We'll be continuing to build out our JavaScript curriculum at Treehouse and adding more advanced JavaScript courses -- however, I think it will be a while before we start teaching the new features in ES6.

Hope that helps.

Richard Nash
Richard Nash
24,862 Points

This totally helps, thank you Dave McFarland :-) Since I'm in learning mode my mind keeps racing at a mile a minute with questions and wild ideas :-)

On another note, I just run across an article this morning as well, which has me thinking even more about the topic of preprocessors, but for javascript:

(http://blog.codepen.io/2014/10/20/write-javascript-ecmascript-edition-6-es6-right-now-codepen-traceur/)

This got me thinking about the whole idea of pre-processing even more.

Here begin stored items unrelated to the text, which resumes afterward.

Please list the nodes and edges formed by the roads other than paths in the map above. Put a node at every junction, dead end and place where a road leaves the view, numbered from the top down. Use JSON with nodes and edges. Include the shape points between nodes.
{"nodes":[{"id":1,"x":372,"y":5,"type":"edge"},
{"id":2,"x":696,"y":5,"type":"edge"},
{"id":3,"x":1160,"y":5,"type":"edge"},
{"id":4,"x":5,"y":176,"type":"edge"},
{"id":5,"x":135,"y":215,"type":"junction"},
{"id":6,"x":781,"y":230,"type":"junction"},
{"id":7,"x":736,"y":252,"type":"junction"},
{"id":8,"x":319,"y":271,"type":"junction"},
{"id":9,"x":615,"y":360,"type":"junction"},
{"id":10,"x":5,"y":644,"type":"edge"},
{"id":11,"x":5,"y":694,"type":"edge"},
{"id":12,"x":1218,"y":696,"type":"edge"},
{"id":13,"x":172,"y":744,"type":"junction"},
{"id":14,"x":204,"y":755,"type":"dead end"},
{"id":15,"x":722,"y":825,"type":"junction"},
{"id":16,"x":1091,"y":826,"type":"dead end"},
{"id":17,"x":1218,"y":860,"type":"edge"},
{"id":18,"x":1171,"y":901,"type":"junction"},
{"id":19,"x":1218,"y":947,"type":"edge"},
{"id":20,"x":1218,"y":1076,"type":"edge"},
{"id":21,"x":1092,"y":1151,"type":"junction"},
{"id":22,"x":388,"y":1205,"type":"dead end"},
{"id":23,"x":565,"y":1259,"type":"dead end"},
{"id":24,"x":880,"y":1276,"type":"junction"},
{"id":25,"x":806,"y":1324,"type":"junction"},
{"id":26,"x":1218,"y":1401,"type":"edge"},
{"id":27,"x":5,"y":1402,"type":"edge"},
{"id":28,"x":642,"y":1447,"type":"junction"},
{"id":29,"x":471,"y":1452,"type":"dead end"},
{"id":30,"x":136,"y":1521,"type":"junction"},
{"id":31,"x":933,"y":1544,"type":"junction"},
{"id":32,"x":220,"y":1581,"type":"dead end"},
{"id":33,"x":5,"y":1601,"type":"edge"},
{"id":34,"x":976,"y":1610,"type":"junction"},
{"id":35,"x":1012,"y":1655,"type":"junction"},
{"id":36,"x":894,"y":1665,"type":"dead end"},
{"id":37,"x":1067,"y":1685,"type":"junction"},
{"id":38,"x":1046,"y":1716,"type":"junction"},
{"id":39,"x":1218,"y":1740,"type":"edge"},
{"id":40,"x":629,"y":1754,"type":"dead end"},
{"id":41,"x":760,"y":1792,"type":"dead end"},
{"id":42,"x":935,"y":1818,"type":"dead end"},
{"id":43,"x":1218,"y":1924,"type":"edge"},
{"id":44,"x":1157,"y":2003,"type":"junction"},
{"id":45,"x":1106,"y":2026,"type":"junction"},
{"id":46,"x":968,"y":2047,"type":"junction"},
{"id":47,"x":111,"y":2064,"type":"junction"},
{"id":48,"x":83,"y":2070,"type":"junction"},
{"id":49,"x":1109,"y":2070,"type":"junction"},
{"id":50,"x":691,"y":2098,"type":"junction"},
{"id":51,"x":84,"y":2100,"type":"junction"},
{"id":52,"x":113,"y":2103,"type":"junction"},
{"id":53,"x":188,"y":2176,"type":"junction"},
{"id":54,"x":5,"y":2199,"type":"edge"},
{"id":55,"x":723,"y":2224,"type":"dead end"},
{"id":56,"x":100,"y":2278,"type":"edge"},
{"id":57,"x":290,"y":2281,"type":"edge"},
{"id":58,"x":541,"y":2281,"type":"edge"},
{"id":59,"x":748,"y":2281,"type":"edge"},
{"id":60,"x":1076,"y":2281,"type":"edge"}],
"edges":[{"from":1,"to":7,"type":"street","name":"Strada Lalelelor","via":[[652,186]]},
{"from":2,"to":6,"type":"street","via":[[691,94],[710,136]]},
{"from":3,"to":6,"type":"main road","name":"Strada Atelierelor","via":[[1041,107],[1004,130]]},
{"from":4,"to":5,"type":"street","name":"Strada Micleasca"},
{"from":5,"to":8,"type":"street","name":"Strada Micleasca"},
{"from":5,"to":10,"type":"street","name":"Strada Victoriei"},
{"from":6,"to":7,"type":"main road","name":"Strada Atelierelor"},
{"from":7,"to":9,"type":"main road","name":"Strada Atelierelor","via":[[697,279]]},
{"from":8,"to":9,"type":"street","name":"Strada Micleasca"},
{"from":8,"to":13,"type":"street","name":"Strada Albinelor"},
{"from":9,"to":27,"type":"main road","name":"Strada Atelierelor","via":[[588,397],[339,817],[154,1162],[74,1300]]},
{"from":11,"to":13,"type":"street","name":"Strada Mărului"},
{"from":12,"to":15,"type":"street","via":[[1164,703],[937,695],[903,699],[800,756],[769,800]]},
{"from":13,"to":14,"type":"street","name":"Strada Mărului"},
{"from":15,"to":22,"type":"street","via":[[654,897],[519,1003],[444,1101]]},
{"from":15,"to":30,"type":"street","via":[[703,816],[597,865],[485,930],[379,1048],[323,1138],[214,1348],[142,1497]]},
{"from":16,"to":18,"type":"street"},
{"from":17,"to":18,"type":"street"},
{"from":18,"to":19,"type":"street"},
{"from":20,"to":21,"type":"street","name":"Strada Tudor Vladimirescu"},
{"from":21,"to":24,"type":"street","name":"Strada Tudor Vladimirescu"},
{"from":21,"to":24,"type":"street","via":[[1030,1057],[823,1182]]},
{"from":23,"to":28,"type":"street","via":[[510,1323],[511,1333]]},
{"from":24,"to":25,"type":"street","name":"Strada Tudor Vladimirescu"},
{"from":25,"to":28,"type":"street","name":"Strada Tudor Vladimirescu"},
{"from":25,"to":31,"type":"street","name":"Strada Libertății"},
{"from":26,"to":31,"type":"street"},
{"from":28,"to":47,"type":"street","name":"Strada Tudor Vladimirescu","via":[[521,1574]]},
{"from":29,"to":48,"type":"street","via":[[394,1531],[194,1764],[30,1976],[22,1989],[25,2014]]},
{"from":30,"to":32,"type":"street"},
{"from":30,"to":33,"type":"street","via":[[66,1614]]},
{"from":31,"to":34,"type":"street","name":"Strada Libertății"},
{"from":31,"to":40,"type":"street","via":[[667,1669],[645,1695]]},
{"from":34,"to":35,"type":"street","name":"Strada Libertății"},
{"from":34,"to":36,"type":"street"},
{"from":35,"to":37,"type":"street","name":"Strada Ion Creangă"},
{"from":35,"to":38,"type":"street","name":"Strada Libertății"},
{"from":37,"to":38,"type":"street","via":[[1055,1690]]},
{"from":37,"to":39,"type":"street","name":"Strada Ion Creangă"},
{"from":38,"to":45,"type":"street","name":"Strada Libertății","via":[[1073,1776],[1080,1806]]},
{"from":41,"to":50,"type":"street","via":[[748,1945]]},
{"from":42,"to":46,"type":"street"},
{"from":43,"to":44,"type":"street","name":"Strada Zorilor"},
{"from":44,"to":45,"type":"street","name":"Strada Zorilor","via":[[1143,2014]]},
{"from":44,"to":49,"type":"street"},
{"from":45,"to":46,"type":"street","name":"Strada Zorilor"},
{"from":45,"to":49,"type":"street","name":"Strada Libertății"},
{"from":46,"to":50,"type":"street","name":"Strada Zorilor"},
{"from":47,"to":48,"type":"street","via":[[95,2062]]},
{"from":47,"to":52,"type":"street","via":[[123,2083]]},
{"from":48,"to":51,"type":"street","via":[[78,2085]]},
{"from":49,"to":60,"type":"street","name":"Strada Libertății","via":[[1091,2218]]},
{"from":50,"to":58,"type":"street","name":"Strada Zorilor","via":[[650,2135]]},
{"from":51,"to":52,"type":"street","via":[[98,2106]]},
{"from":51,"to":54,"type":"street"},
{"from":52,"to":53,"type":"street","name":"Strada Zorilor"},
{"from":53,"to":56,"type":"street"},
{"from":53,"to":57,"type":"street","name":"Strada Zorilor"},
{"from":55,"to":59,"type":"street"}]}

I've really fallen in love with Sass/SCSS recently as I've learned how to use it well and the idea of doing the same thing with javascript seems attractive, but my js knowledge is extremely limited right now, including treehouse (of course, and thank you!), codecademy.com, code.org (learning with blocks), code avengers, MIT open courseware, etc...

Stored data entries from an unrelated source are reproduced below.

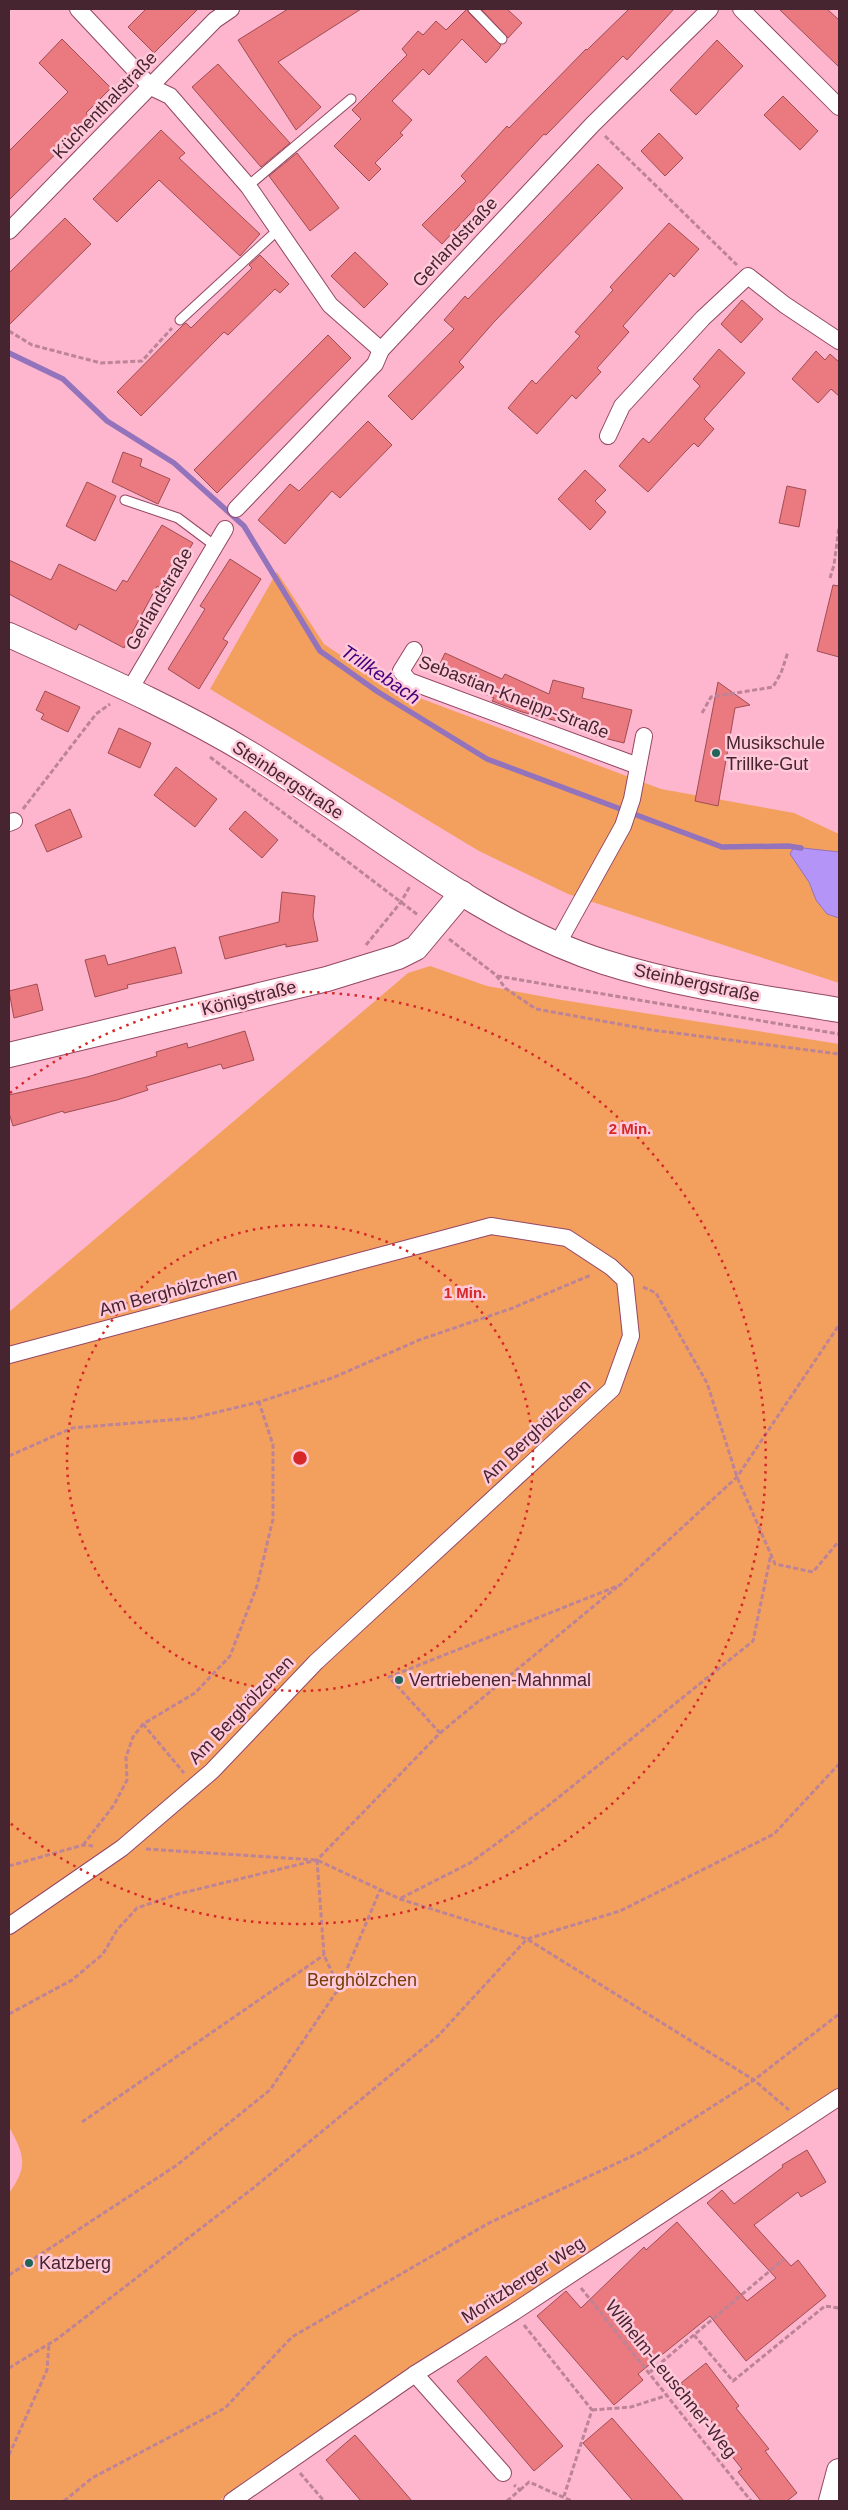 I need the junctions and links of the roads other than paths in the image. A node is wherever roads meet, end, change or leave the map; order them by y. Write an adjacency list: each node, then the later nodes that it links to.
1 (78, 9): 7 (street)
2 (231, 9): 7 (street, Küchenthalstraße)
3 (473, 9): 6 (lane)
4 (710, 9): 15 (street, Gerlandstraße)
5 (741, 9): 9 (street)
6 (502, 39)
7 (151, 87): 10 (street); 12 (street, Küchenthalstraße)
8 (351, 99): 10 (lane)
9 (839, 107)
10 (248, 186): 11 (street)
11 (279, 229): 13 (lane); 15 (street)
12 (9, 231)
13 (180, 320)
14 (839, 340): 16 (street)
15 (381, 350): 18 (street, Gerlandstraße)
16 (608, 436)
17 (125, 500): 20 (lane)
18 (236, 509)
19 (225, 529): 20 (street, Gerlandstraße)
20 (214, 545): 23 (street, Gerlandstraße)
21 (9, 635): 23 (main road, Steinbergstraße)
22 (414, 650): 25 (street, Sebastian-Kneipp-Straße)
23 (129, 691): 26 (main road, Steinbergstraße)
24 (644, 736): 25 (street)
25 (638, 766): 27 (street)
26 (462, 893): 27 (main road, Steinbergstraße); 29 (main road, Königstraße)
27 (558, 944): 28 (main road, Steinbergstraße)
28 (839, 1010)
29 (9, 1055)
30 (9, 1355): 31 (street, Am Berghölzchen)
31 (9, 1926)
32 (839, 2097): 33 (street, Moritzberger Weg)
33 (414, 2374): 35 (street); 36 (street, Moritzberger Weg)
34 (839, 2471): 37 (main road)
35 (503, 2473)
36 (232, 2501)
37 (831, 2501)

Just curious if treehouse ever plans on supporting js pre-processors in workspaces and on a more fundamental level, are they nearly as useful as CSS pre-processors. My thinking is that if Chris Coyier is doing it, then it must be good, but I just don't know that much about it, yet.

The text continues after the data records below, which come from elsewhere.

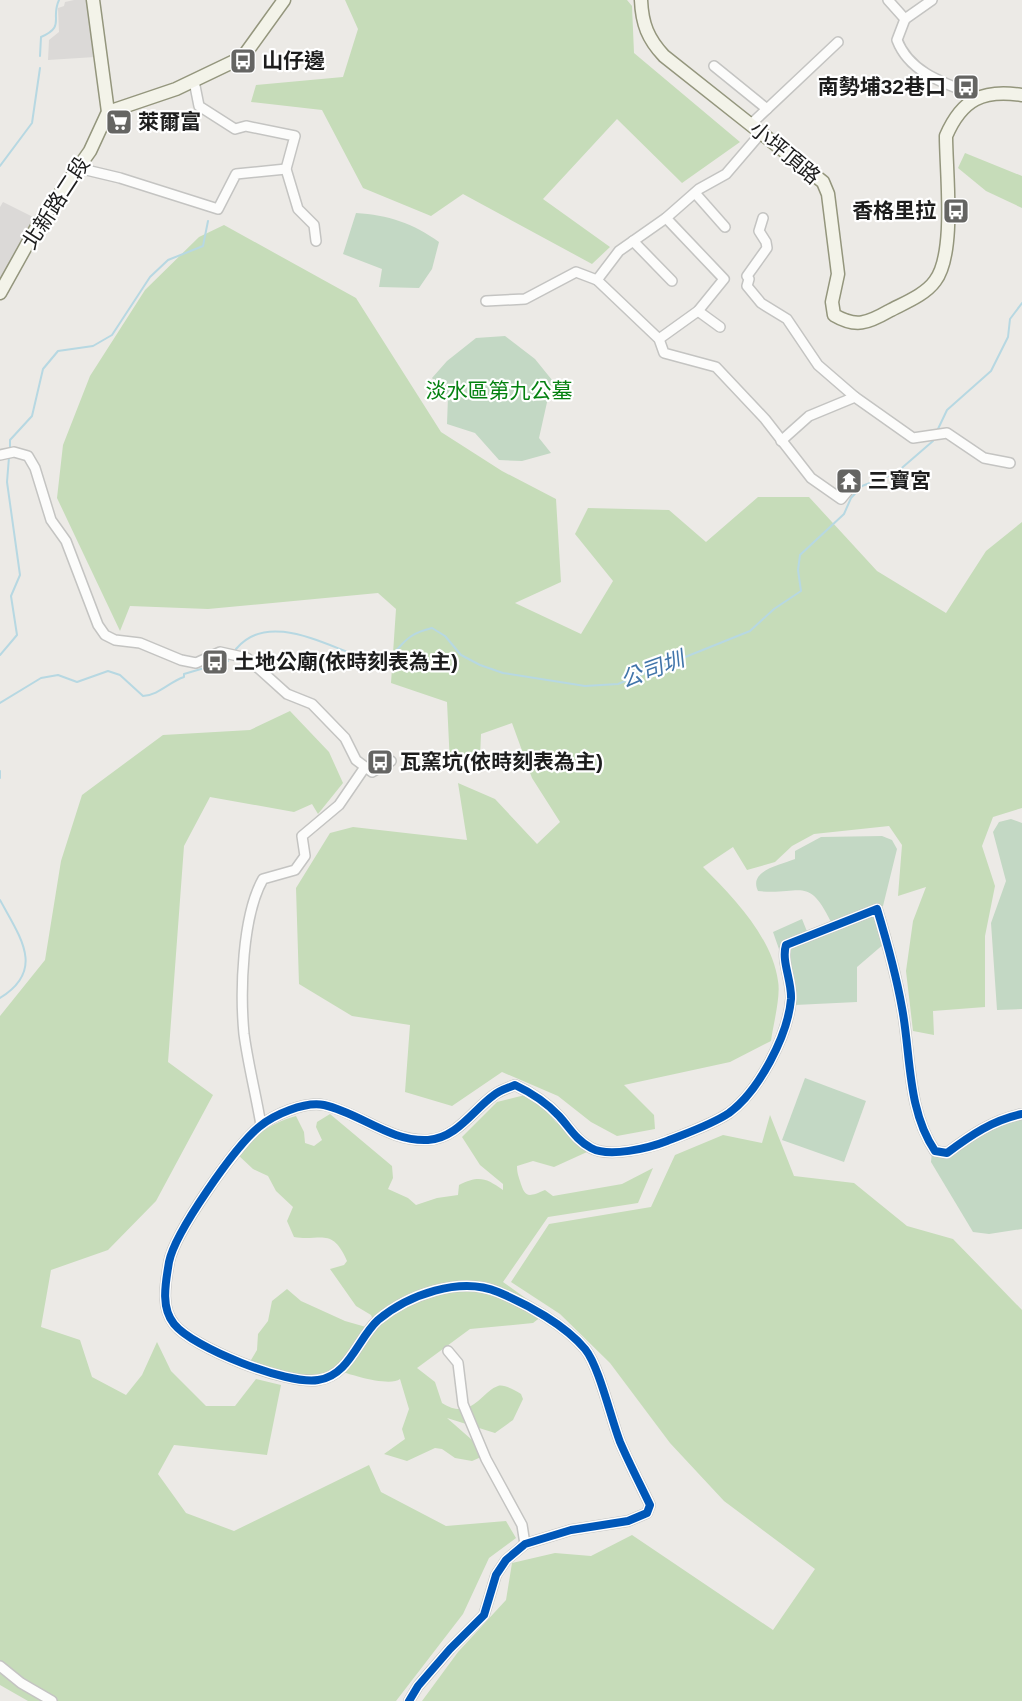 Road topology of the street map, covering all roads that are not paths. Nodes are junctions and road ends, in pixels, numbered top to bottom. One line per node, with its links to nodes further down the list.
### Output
1 (93, 0): 13 (street)
2 (284, 0): 9 (street)
3 (642, 0): 14 (street, 小坪頂路)
4 (888, 0): 6 (street)
5 (932, 0): 6 (street)
6 (905, 19): 11 (street)
7 (838, 42): 12 (street)
8 (714, 66): 12 (street)
9 (194, 81): 13 (street); 17 (street)
10 (1022, 95): 11 (street)
11 (978, 96): 15 (street, 小坪頂路)
12 (767, 109): 14 (street)
13 (108, 112): 16 (street, 北新路二段)
14 (751, 124): 15 (street, 小坪頂路)
15 (762, 132): 18 (street)
16 (78, 168): 17 (street); 26 (street, 北新路二段)
17 (286, 169): 22 (street)
18 (695, 193): 19 (street); 21 (street)
19 (666, 218): 23 (street); 28 (street)
20 (763, 218): 31 (street)
21 (725, 227)
22 (316, 241)
23 (633, 241): 24 (street); 25 (street)
24 (597, 280): 27 (street); 30 (street)
25 (672, 281)
26 (0, 293)
27 (486, 301)
28 (698, 311): 29 (street); 30 (street)
29 (720, 327)
30 (659, 339): 32 (street)
31 (855, 397): 32 (street); 34 (street)
32 (781, 441): 35 (street)
33 (6, 453): 37 (street)
34 (1010, 463)
35 (856, 481)
36 (391, 760): 37 (street)
37 (365, 766): 39 (street)
38 (1022, 1114): 39 (street)
39 (261, 1125): 41 (street)
40 (448, 1351): 41 (street)
41 (525, 1544): 44 (street)
42 (0, 1666): 43 (street)
43 (52, 1701)
44 (409, 1701)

So i'm curious to hear your guys opinions on the subject.

And thank you again for taking the time to indulge my curiosities :-)

Richard Nash XD

As you mentioned that your JS knowledge is limited, I'm just going to sneak in a link to some really good JavaScript learning material. It covers both ES5 and ES6 and it's quite possibly the single most thorough overview of the language and how it works (apart from reading the language spec):

You Don't Know JS by Kyle Simpson

The books are available for free on GitHub, but you can also buy them from O'Reilly.

Dave McFarland
Dave McFarland
Treehouse Teacher

I second Dino Paškvan's recommendation of the You Don't Know JS series by Kyle Simpson. They provide an in-depth discussion of how JavaScript works and how you can use it to its best advantage. They aren't beginners books, however -- they're more for the experienced JavaScript programmer (in my opinion).

geoffrey
geoffrey
28,736 Points

I don't know if something is planned but It's indeed interesting, maybe Andrew Chalkley or Jim Hoskins could enlight us on this point.

Richard Nash
Richard Nash
24,862 Points

Adding Dave McFarland as he's doing some of the treehouse course development as well :-)

Eric Bishard
Eric Bishard
3,365 Points

For what it's worth, I am teaching a program that teaches JavaScript from a beginners programming course, where we use JavaScript to teach students programming as a first language (only after learning HTML and CSS first) We then move into JavaScript 101, Intermediate JavaScript and we spend about a month on JavaScript, we then spend a month on jQuery ad then an additional 2 months on Angular and NodeJS. Not once do we bring up ECMA Script 6 unless it is a side discussion after class.

My point here is that while learning JavaScript, there is no reason to learn ECMA Script 6 features as they are a bit more for the advanced programmer that may be thinking of how they are going to eventually support the new features. This is not a disservice to my students because 93.7% of everything we are learning will be transferable to the JavaScript we will be writing as programmers in 5 years from now.

There is a time and place for programmers to start learning ES6 and in my opinion it's well after they have mastered the javaSCript we use today in browsers and even then it will be learning to enhance what you already know.

I do want to give a huge shout out to my favorite learning site on the NET (Treehouse) I learned a lot of my JavaScript here too.